Claire Bubb received in 2023 the Young Historian Prize of AIHS-IAHS as one of the two awardees for her excellent book on dissection in classical antiquity.
Dissection in Classical Antiquity: A Social and Medical History, Cambridge: CUP, 2022
Dissection is a practice with a long history stretching back to antiquity and has played a crucial role in the development of anatomical knowledge. This absorbing book takes the story back to classical antiquity, employing a wide range of textual and material evidence. Claire Bubb reveals how dissection was practised from the Hippocratic authors of the fifth century BC through Aristotle and the Hellenistic doctors Herophilus and Erasistratus to Galen in the second century AD. She focuses on its material concerns and social contexts, from the anatomical subjects (animal or human) and how they were acquired, to the motivations and audiences of dissection, to its place in the web of social contexts that informed its reception, including butchery, sacrifice, and spectacle.
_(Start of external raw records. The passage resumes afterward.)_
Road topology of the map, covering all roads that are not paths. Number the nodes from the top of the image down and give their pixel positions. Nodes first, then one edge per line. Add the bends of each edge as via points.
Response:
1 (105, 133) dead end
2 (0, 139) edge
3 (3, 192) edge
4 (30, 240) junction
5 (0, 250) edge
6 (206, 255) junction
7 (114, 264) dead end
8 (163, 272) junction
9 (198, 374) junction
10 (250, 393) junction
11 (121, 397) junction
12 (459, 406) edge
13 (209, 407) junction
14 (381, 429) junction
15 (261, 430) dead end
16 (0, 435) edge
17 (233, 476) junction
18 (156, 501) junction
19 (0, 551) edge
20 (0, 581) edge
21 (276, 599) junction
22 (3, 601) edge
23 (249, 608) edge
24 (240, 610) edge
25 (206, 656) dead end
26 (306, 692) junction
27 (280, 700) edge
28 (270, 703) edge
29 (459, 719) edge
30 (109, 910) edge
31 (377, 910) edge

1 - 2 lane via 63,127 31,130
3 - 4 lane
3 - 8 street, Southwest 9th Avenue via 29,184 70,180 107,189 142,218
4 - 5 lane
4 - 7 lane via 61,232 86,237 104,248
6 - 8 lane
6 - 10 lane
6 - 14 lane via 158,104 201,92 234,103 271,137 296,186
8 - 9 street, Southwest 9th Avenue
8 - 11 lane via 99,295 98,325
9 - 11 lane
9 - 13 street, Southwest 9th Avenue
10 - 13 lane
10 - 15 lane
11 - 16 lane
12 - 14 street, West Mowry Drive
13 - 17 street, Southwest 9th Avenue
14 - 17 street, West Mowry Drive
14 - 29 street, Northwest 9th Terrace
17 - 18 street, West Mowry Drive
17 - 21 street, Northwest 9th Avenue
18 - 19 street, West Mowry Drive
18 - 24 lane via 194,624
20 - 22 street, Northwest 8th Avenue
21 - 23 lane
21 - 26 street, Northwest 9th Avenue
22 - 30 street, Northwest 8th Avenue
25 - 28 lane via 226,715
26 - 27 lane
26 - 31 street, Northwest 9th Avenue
The book is divided into two parts. Part I explores the social history of dissection: the who, what, where, when, why, and how of the recurring urge to open and examine bodies for anatomical knowledge. Part II turns to anatomical literature, the vehicle for presenting anatomical data, whether gleaned from dissection or otherwise; despite being a robust genre in antiquity, the majority of these texts have since been lost, and Bubb carefully reconstructs the missing links to offer a fuller picture. The book concludes with a coda, examining the practice of dissection and the development of anatomical literature in Late Antiquity.